Bom, quando eu fui em 1992 eu não fui pra ser missionário da SEPAL mas pra ser funcionário do Ricardo Duncan porque eles estavam com um problema na área de congressos; o congresso deles tinha caído e eu tinha sido, junto com a Judith [Ramos] e o João Bezerra, um dos organizadores do Congresso Vinde que começou a crescer e se tornou um fenômeno. Então, ele me chamou justamente pra ajudar na recuperação do congresso SEPAL. Era um primeiro projeto; depois acabei sendo contratado como um assistente dele para “n” projetos. Quando eu voltei pra São Paulo em 1997, eles me convidaram já na condição de missionário. O convite para ser missionário tem a ver com o trabalho que a gente fez quando era funcionário. Deus realmente abençoou e a gente conseguiu ser útil na reestruturação do congresso e também o pessoal foi percebendo outras contribuições da gente na área de reflexão e percebendo também o nível de relacionamento que eu tinha com colegas, com pastores. Acabaram me convidando pra assumir como missionário em 1997. Foi uma abertura do Ricardo Duncan, claro com a anuência do grupo.
Porque você estava na Vinde que não era conservadora….
A Vinde era bem progressista, sempre foi. O Caio era um dos defensores da Missão Integral. Em 1991 nasce a AEVB que no primeiro momento estava muito pendurada no Caio. Em 1996, eu ajudava o Caio na AEVB. Eu fui ser diretor nacional da AEVB em substituição ao Luis Wesley que foi para os EUA estudar. Mas em 1997 eu voltei pra São Paulo e foi quando eu recebi o convite da SEPAL.
E porque você saiu da Vinde?
Quando o Caio me chamou a segunda vez, ele me chamou pra fazer uma espécie de trabalho em cima dos livros dele.
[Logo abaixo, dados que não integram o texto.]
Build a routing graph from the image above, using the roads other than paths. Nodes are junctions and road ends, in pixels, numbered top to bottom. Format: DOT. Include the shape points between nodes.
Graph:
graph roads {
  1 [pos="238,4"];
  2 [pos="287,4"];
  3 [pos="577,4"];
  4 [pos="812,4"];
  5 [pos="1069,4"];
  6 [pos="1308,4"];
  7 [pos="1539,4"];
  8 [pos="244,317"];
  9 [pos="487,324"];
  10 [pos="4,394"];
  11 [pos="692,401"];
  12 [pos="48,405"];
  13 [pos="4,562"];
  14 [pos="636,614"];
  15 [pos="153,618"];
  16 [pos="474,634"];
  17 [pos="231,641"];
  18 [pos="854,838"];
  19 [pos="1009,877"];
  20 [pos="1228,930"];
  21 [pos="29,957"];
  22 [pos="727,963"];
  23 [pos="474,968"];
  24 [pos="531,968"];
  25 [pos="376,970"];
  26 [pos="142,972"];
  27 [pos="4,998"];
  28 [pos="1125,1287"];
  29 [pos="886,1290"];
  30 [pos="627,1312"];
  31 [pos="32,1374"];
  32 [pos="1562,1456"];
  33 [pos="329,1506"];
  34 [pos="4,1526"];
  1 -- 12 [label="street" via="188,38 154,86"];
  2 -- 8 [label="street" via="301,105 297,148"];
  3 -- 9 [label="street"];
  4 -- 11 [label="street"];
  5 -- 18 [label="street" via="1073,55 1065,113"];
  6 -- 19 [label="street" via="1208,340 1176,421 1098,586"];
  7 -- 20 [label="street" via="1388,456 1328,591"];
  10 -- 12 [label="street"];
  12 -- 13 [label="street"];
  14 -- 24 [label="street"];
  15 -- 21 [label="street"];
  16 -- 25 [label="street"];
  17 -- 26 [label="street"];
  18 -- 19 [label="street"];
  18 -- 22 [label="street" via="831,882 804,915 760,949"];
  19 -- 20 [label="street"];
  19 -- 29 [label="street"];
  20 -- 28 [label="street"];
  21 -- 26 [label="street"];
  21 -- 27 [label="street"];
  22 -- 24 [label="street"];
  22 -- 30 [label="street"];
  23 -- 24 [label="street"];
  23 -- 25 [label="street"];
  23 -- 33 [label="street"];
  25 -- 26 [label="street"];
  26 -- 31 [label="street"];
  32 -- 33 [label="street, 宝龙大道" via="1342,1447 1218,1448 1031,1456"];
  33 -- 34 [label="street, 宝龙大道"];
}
Um acompanhamento mais teológico dos livros e do programa de TV que foi o que eu fiz em 1995 e 1996. E esse trabalho praticamente estava feito depois de dois anos. De fato, não havia muita coisa mais para eu fazer naquela nova Vinde. Porque não era mais a Vinde evangelística. O Caio já não fazia mais cruzadas evangelísticas, só fazia aqueles grandes congressos. Tinha a TV, tinha a rádio, tinha a Fábrica de Esperança. E eu não estava diretamente envolvido em nada disso. O meu papel era fazer essa revisão teológica pra ver como estavam os livros, como estavam os programas e fazer as adequações teológicas. Em dois anos isso estava feito.
E o que era essa revisão teológica?
Reler os livros, rever os programas, acompanhar, treinar os caras que editavam os programas pra eles entenderem o mínimo de ênfases teológicas, de modo que eles soubessem reconhecer o que podia e o que não podia entrar. Basicamente isso. O que podia e não podia entrar? Coisas que não fossem de acordo com a teologia reformada. Por exemplo, se tivesse um cara que participou do programa e tivesse qualquer ênfase que vai contra a teologia reformada. Às vezes precisava editar as pregações do Caio que eram longas; eles tinham que saber o que podia cortar, o que não podia; o que se você cortar a mensagem fica sem sentido. Coisas dessa natureza. Isso estava feito em dois anos. Aí não tinha espaço pra mim naquela Vinde. Caio e eu conversamos e chegamos à conclusão de que era hora de voltar pra São Paulo. Já tinha terminado. Eu voltei e foi quando o pessoal da SEPAL soube que eu estava voltando e me convidou, agora já pra ser missionário.
E em que áreas lá na SEPAL você desenvolveu seu ministério?
Na SEPAL, você desenvolve o seu ministério. Você dá a sua ênfase. A SEPAL não diz pra você o que você tem que fazer. Cada um de nós tem a sua ênfase. A minha ênfase é Missão Integral e Eclesiologia. E todos nós fazemos basicamente a mesma coisa que é treinar pastores e líderes, que essa é a ênfase da SEPAL. Então o que eu fazia era isso: treinar pastores e líderes nessas duas áreas basicamente, Missão Integral — que envolve missiologia, missão transcultural, missão urbana, compreensão da responsabilidade sócio-política da igreja — e Eclesiologia, que é uma área que eu gosto e escrevi um livro Igreja: e eu com isso? sobre o que é a natureza da igreja e a vida prática da igreja.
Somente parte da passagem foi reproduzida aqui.